Zero waste women
Marinela “Badjie” Trinidad grew up with a mother like Annie Pascual-Guerrero, who is a zero waste advocate. When I asked Badjie where Annie’s zero waste ideas came from, she simply said that’s how families lived during her time growing up. Annie had five siblings and a family of eight had to make both ends meet by conservation and practical means. Thus, Annie grew up picking vegetables from their backyard and would have much loose change left after being sent to market, because she used what grew around the house which came free. First lesson: eat local.
Next, Annie would not throw out anything until she was convinced there was no use for it anymore. Otherwise, if it could still be used, it stays. My own mother was probably Annie’s sister from another mother. My Mom would reuse aluminum pie plates as dog feeding bowls. She could find a use for most anything before throwing anything away. I remember she bought empty cloth sacks because they came in floral prints. She would ask our cousin to make them into dusters which me and my sisters could use. For us, it was normal to see our mom be smart about food (ground beef could be spaghetti sauce, omelet and a Chinese dish with black beans) to feed a brood of eight children. Second lesson: be practical.
The lifestyle Annie raised her kids with prompted her to share this idea with other mothers, who could now also be hired as “Super Manangs” or cooks for families needing extra help in the kitchen.
Super Manangs is an advocacy of Annie Pascual-Guerrero, founder of Center for Culinary Arts (CCA-Manila). It is just one of the many causes she has embraced, along with being a pioneer of the Zero Waste Movement.
She teaches cooking to mothers who can learn skills and be employed as “super cooks” – sometimes turning out 40 dishes from just a few local ingredients. More than just cooking a dish, she espouses Green Chefmanship, which ensures that food is local, healthy and easy to do. Manang is the local term for anyone older (manang is Ilocano for older sister) and mothers who join her program become skilled in cooking, kitchen budgeting, culinary math, food safety and whatever it takes to be a super woman.

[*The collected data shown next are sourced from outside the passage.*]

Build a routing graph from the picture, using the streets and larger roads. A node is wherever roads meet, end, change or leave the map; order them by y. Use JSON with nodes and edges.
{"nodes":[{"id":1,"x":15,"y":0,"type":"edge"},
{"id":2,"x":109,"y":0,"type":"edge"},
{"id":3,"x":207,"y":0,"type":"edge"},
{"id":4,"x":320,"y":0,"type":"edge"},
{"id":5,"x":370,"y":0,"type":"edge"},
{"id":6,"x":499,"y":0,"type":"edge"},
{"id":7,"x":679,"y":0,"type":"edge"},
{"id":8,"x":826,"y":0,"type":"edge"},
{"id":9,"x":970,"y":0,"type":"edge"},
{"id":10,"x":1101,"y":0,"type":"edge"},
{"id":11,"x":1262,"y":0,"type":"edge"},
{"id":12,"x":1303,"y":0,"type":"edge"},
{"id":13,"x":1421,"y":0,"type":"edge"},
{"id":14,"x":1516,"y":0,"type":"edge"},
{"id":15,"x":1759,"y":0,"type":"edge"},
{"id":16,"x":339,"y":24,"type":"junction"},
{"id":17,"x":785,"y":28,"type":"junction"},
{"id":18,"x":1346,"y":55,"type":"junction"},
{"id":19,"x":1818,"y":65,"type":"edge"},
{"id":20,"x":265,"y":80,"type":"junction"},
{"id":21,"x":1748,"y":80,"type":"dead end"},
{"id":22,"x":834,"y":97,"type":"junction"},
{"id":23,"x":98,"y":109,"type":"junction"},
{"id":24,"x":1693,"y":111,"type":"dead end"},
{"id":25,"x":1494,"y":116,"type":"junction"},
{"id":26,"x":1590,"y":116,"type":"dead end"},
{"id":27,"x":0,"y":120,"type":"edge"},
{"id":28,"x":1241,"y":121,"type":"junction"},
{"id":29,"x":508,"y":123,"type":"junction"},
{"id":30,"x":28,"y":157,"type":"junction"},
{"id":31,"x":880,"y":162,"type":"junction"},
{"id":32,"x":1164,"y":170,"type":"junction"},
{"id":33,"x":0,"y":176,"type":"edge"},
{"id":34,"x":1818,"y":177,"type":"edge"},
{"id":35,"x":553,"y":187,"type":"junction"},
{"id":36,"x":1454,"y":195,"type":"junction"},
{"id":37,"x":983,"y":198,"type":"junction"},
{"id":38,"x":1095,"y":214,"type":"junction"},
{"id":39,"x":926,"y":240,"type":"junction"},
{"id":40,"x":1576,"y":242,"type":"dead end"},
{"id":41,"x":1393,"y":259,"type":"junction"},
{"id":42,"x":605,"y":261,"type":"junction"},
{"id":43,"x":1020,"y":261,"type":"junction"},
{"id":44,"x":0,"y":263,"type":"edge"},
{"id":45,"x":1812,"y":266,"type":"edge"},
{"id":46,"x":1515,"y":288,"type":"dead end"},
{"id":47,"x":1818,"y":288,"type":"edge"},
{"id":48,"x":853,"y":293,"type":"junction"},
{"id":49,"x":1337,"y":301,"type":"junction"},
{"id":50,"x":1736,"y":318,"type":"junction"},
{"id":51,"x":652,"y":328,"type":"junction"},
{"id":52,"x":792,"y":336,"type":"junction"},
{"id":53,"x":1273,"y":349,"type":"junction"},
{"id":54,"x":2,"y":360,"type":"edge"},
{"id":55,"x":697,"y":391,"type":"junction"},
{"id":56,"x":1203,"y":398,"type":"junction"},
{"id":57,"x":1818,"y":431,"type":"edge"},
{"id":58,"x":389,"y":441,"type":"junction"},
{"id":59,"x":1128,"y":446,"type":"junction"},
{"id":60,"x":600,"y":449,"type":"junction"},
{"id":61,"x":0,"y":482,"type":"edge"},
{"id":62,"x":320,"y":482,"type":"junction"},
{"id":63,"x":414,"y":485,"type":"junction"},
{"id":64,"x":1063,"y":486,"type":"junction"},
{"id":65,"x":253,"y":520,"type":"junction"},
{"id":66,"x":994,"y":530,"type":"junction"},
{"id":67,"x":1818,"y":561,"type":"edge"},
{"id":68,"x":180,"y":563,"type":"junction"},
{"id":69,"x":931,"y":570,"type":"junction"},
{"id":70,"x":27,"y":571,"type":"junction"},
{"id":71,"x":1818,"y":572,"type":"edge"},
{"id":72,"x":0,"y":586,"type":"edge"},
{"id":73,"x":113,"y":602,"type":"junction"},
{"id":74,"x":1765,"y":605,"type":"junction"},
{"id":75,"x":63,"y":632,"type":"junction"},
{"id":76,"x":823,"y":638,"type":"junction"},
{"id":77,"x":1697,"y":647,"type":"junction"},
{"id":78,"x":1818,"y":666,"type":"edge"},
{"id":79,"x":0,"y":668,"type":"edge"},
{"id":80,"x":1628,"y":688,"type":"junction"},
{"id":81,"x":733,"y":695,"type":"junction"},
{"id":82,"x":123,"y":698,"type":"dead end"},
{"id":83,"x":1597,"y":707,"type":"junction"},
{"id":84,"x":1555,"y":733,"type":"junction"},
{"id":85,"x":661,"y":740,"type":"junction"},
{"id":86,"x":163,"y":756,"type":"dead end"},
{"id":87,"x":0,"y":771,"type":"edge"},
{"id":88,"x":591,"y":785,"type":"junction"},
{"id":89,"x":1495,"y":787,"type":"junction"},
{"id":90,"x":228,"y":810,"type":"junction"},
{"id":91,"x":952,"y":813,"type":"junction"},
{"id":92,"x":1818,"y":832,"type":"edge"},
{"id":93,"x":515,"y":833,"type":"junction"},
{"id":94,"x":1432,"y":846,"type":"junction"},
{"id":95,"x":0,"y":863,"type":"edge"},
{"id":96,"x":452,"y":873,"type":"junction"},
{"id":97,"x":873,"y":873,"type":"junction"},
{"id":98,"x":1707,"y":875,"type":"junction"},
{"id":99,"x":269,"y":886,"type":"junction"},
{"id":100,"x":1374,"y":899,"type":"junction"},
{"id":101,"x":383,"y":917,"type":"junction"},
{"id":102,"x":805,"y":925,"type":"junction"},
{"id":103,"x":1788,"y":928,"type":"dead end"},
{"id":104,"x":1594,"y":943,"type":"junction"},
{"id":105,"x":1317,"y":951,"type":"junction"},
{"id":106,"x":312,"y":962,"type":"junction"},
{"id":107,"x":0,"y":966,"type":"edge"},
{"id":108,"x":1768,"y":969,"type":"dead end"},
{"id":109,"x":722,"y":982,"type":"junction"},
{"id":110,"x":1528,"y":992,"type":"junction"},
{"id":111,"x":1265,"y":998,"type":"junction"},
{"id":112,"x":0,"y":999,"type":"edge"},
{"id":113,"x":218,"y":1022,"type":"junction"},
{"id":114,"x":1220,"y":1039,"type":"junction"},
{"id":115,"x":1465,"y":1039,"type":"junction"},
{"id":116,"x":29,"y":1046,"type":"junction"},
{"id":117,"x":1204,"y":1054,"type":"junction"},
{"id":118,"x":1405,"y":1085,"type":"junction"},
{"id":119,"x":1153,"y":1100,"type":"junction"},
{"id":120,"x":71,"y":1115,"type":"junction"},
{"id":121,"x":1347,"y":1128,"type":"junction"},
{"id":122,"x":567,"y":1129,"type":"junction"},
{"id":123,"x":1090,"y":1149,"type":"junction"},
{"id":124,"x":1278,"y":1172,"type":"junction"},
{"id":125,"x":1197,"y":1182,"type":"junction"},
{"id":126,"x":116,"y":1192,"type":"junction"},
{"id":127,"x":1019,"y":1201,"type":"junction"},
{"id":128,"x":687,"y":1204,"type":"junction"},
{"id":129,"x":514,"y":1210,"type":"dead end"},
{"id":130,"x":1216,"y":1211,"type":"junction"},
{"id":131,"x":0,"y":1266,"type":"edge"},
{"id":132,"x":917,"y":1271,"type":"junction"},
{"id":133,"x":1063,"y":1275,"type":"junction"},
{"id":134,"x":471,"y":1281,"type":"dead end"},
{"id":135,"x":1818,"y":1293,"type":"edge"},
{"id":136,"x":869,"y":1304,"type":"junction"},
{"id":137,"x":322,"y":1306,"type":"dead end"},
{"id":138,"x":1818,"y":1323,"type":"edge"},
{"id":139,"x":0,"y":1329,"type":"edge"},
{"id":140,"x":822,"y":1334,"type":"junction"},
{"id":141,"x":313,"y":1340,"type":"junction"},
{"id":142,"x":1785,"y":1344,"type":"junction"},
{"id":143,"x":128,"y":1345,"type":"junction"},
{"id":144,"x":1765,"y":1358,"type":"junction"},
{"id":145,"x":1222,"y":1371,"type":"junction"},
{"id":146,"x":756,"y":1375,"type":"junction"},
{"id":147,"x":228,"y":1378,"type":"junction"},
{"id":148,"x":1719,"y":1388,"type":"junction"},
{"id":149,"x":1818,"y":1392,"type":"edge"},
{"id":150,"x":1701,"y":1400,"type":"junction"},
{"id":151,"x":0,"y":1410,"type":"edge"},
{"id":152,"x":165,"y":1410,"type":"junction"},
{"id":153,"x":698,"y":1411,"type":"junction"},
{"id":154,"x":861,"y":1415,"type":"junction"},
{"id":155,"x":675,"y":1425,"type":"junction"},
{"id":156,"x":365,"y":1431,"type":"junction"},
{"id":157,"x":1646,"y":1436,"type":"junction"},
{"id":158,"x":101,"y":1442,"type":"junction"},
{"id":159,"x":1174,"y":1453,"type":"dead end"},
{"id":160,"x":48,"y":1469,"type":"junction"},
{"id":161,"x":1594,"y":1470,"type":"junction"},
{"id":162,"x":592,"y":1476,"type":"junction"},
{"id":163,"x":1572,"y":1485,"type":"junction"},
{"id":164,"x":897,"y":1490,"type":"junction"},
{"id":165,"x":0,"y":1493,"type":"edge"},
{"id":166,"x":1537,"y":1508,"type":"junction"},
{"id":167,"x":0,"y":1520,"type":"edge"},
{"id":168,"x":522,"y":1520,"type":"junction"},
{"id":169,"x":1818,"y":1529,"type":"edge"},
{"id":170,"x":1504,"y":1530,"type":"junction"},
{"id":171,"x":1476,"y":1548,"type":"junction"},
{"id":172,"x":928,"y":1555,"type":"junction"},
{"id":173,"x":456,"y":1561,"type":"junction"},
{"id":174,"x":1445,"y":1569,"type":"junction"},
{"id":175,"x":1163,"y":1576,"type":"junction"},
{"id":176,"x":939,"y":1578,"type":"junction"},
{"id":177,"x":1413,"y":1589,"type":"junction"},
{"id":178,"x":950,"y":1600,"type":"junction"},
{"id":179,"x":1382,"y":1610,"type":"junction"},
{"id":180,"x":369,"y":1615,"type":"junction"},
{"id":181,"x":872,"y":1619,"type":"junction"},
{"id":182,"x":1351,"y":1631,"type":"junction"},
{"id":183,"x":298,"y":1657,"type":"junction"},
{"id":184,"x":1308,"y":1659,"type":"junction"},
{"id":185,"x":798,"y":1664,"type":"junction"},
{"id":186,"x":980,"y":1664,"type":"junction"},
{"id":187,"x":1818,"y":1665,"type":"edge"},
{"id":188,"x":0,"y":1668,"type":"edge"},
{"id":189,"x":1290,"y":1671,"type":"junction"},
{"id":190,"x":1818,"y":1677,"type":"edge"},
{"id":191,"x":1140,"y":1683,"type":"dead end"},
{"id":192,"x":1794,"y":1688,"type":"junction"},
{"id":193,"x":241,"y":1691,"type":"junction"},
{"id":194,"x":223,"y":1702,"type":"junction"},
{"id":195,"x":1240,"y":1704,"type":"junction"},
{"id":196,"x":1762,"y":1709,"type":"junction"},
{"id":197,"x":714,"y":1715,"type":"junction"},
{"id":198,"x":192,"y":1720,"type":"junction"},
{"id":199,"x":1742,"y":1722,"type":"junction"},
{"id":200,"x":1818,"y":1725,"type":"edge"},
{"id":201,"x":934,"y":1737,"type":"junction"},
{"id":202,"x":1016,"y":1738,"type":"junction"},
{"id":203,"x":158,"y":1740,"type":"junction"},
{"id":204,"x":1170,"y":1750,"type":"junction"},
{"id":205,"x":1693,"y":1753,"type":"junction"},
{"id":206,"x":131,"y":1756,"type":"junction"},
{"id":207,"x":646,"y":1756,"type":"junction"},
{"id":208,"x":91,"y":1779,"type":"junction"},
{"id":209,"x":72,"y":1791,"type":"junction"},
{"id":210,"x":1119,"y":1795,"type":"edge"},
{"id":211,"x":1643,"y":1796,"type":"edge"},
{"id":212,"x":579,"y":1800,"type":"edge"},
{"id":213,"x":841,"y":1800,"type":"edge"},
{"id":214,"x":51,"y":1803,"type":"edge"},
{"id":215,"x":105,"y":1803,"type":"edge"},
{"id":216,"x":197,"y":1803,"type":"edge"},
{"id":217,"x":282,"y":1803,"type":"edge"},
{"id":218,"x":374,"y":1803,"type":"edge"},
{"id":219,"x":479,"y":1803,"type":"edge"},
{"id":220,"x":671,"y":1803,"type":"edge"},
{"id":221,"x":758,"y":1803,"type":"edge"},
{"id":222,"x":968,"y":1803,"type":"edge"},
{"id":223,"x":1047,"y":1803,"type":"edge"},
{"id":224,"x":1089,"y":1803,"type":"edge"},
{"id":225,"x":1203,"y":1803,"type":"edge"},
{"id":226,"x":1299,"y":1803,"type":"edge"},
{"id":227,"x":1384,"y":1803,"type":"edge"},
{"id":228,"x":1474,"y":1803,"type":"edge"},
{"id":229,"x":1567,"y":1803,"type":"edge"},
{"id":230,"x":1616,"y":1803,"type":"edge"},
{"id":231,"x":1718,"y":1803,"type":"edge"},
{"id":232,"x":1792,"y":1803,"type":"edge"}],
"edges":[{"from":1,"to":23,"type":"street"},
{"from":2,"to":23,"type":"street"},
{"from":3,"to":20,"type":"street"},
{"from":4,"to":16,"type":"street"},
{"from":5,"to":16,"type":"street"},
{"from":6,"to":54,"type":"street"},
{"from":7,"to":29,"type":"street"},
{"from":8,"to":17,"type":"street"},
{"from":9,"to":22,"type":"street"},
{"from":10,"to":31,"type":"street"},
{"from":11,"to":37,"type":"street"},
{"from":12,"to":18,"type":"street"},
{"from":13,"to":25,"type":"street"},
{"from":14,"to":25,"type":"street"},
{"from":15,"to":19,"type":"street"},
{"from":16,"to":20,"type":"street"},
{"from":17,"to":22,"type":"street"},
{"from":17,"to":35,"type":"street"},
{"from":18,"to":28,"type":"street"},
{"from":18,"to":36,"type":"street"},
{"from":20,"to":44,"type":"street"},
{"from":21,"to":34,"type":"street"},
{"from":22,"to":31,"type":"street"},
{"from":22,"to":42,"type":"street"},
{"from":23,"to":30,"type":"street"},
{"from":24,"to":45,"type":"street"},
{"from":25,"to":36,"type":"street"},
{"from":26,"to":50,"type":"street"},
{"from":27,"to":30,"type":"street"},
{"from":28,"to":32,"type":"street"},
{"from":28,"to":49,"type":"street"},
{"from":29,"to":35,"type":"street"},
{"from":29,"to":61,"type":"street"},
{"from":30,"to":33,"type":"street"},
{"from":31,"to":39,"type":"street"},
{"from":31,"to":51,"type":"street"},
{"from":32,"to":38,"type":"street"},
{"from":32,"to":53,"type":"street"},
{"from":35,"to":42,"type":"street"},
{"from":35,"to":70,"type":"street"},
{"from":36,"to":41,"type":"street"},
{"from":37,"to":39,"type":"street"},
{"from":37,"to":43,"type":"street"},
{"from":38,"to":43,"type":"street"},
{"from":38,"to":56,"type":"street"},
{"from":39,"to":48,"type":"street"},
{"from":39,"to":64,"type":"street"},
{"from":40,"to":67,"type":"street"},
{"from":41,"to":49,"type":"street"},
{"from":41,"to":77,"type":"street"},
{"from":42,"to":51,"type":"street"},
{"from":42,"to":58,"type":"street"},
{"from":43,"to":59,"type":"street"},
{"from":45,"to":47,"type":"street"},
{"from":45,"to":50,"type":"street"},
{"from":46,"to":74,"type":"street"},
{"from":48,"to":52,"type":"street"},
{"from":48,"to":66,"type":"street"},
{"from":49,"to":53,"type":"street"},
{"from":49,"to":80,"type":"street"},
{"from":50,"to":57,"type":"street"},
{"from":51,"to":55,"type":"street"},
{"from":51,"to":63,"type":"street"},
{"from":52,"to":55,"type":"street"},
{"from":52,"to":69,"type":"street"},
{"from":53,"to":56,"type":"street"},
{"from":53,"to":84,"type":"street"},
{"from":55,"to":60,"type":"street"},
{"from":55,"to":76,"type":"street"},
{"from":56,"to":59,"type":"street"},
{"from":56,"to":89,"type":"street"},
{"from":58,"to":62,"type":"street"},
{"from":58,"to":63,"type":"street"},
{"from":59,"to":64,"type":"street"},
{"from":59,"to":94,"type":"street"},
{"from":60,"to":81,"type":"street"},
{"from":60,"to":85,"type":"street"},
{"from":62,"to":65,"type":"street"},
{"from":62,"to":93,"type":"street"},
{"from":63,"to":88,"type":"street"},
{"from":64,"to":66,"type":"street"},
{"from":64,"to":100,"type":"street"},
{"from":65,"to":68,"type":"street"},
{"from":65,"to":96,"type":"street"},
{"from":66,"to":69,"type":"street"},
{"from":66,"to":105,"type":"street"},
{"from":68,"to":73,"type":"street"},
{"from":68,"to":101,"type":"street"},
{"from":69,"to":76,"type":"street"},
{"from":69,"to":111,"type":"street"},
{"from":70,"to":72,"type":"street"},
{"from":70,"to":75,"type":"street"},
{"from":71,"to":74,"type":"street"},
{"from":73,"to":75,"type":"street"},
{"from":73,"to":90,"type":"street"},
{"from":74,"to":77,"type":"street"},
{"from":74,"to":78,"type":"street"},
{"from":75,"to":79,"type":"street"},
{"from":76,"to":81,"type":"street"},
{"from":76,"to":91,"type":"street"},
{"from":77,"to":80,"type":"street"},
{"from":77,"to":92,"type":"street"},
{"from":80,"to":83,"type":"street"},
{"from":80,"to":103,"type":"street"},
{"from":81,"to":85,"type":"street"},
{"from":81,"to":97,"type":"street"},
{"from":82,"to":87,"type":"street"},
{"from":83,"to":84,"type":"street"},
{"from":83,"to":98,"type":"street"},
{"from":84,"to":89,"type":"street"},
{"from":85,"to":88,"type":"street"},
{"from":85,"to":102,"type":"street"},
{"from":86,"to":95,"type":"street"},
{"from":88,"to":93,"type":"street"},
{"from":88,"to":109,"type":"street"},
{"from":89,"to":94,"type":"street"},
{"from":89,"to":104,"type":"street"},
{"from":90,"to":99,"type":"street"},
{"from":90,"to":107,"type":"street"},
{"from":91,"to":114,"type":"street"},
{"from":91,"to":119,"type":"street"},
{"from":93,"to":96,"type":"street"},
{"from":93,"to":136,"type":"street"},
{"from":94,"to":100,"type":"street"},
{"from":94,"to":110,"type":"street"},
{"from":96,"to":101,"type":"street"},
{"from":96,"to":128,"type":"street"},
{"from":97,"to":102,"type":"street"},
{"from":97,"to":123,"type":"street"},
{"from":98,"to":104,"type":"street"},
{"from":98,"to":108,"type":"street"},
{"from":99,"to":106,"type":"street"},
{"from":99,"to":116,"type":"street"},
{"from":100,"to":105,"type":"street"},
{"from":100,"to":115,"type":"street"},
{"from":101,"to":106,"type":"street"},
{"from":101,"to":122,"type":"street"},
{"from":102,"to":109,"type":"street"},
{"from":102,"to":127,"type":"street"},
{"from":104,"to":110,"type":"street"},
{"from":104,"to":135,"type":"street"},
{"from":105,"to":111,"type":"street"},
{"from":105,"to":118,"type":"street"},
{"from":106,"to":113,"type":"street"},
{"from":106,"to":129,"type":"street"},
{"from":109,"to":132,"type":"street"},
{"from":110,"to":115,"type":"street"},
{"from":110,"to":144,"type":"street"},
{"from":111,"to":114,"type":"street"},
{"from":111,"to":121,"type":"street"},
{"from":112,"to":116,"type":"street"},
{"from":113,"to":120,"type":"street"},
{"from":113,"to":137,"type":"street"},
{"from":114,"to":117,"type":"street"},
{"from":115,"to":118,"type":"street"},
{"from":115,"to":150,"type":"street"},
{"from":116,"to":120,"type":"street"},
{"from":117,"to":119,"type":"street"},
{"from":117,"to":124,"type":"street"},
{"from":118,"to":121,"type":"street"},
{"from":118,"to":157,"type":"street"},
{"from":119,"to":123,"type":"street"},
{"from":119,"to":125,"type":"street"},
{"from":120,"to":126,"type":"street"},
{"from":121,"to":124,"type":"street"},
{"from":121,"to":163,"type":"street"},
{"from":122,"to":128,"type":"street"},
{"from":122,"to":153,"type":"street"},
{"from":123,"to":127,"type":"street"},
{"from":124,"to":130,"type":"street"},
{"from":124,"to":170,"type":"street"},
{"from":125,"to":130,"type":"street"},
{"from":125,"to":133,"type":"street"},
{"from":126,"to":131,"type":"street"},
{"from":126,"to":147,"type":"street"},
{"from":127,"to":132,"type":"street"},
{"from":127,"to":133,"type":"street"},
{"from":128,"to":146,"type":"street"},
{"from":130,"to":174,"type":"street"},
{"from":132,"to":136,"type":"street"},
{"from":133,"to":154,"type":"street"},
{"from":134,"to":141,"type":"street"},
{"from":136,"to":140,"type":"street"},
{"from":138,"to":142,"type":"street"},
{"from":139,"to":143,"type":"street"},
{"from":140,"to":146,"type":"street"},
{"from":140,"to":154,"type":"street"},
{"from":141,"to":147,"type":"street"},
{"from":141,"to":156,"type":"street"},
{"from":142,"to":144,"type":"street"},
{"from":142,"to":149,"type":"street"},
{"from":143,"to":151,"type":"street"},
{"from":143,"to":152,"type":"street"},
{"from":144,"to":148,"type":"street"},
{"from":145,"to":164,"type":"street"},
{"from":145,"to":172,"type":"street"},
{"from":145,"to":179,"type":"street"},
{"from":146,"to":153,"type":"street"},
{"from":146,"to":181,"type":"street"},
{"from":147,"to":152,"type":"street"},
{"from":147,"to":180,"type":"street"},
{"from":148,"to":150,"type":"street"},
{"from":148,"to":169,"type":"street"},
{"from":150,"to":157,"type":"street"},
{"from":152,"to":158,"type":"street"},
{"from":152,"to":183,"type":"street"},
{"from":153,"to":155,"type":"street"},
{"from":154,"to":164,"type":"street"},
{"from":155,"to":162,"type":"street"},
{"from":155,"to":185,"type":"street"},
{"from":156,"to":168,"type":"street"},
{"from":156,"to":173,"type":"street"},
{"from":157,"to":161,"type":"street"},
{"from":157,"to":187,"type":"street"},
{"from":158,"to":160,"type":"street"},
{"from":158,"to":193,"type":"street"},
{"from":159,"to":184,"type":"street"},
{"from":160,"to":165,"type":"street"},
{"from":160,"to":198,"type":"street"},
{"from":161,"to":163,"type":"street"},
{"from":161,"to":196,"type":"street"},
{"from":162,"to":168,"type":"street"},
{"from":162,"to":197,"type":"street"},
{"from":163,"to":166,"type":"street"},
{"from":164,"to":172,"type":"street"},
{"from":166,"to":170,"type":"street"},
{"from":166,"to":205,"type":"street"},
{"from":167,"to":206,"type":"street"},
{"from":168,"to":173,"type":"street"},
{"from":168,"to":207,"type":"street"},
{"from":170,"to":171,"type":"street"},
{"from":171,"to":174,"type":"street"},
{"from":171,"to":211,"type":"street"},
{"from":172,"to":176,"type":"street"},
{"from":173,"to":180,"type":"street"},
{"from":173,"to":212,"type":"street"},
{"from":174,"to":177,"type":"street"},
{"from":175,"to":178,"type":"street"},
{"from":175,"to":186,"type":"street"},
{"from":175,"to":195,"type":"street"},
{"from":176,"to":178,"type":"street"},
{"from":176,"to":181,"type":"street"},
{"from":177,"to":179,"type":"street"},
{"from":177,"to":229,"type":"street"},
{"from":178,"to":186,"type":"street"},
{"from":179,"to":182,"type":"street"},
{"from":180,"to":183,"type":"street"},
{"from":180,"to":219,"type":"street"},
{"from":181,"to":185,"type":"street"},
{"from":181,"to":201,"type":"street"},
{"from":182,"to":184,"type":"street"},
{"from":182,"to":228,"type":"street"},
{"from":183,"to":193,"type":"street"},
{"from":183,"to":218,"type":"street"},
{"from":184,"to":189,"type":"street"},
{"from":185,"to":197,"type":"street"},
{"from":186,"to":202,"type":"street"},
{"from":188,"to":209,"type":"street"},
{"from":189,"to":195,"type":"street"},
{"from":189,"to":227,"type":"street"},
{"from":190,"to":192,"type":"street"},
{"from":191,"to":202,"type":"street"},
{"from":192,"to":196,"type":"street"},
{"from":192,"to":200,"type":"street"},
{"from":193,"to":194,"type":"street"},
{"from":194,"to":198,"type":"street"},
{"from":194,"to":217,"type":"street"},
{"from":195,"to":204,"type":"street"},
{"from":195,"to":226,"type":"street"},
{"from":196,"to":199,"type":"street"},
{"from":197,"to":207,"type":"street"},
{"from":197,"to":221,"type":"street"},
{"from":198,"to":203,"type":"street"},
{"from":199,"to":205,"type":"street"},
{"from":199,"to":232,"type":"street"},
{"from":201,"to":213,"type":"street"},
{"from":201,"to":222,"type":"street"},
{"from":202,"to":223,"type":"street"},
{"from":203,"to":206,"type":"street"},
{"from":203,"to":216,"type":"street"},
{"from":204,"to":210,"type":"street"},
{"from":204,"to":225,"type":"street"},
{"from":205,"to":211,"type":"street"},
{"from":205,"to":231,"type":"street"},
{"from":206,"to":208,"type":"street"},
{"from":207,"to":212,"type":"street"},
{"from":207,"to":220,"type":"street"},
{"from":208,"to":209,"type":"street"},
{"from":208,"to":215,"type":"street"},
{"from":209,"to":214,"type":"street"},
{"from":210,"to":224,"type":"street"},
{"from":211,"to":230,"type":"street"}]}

Annie has done this in many communities, to as far north as Candon, Ilocos Sur as well as urban places like Quezon City. Even in their own village she holds sessions where cooks are taught to have less garbage, practice good culinary habits, use local ingredients and be practical in running a household.
Annie raised her children in the same fashion her parents did – to be frugal, be minimalist and be conscious of not wasting food and stuff. She is the original recycler, reuser and reducer, making sure her kids left a plate devoid of any wasted food. “Clean plates,” as her daughter Marinela “Badjie” Guerrero-Trinidad remembers. They had to finish all the food they got and left the table with no leftovers on their plates.
Badjie taught her daughter Bea (now third generation CCA director) the same things Annie taught her and this makes CCA a special school that was practising sustainability way before it became a buzzword. Graduates of CCA are recognized for their “green” ways by their employers and Badjie takes pride in knowing that her mother’s lessons did not go unnoticed.
In the Guerrero household, Badjie grew up with “reduce, reuse, recycle” in her consciousness even if her mother did not say anything to preach that gospel. She just lived that lifestyle, naturally, and the children took after her. It was the way to do things – not a trend but a lifestyle.
Annie apparently has written many books and manuals on zero waste, waste segregation and similar topics – the copies of which are still being used as classroom materials in CCA.
Badjie makes sure that CCA keeps the ethos Annie started – on sustainability and on using local ingredients. That is why it was easy to get the CCA students involved in the recent Terra Madre Asia Pacific in Bacolod, where the students were exposed to more local ingredients, cooking without waste and everything CCA believes in. It was a good fit to have CCA and Slow Food, basing it from Badjie’s experience in their own homes, growing up with her mother Annie.
It would be nice to have more Super Manangs trained as Annie does and to give them employment as “zero waste” cooks. We can get villages and small communities to give “stay at home” mothers or returning OFWs another skill they can earn a living from.
In these days of “fast food” and “fast fashion” where everything is disposable, I am sure there is a place for advocates of zero waste where everything is reused, recycled or reduced. If Annie could do it, Badjie and Bea following suit, I am sure every family can learn a thing or two from their experience.
How does a senior retiree not retire? Take it from Annie. Even if Badjie has already taken the reins at CCA, Annie, in the meantime, still wants to write and to keep teaching people what she has always wanted to share: ZERO WASTE. She keeps herself busy training more Super Manangs, and never tires advocating for a cause she has practised and advocated from her younger years.
What I admire about these three generations of women is how the practice of zero waste has been passed on from one generation to the next, and through their schools and the succeeding generations of their students. Now, that’s a true legacy you can witness while you are still around.
Kudos to Annie, Badjie and Bea – the zero waste women through generations. This Women’s Month, we honor these women and another “garbage queen” Olive Puentespina who has taught me how to do it at home. I have two pails for compost which alternately are unloaded into our compost pile at the farm. I have reduced my house food waste to a mere tenth of what it used to be. You can do it, too. Live a zero waste life.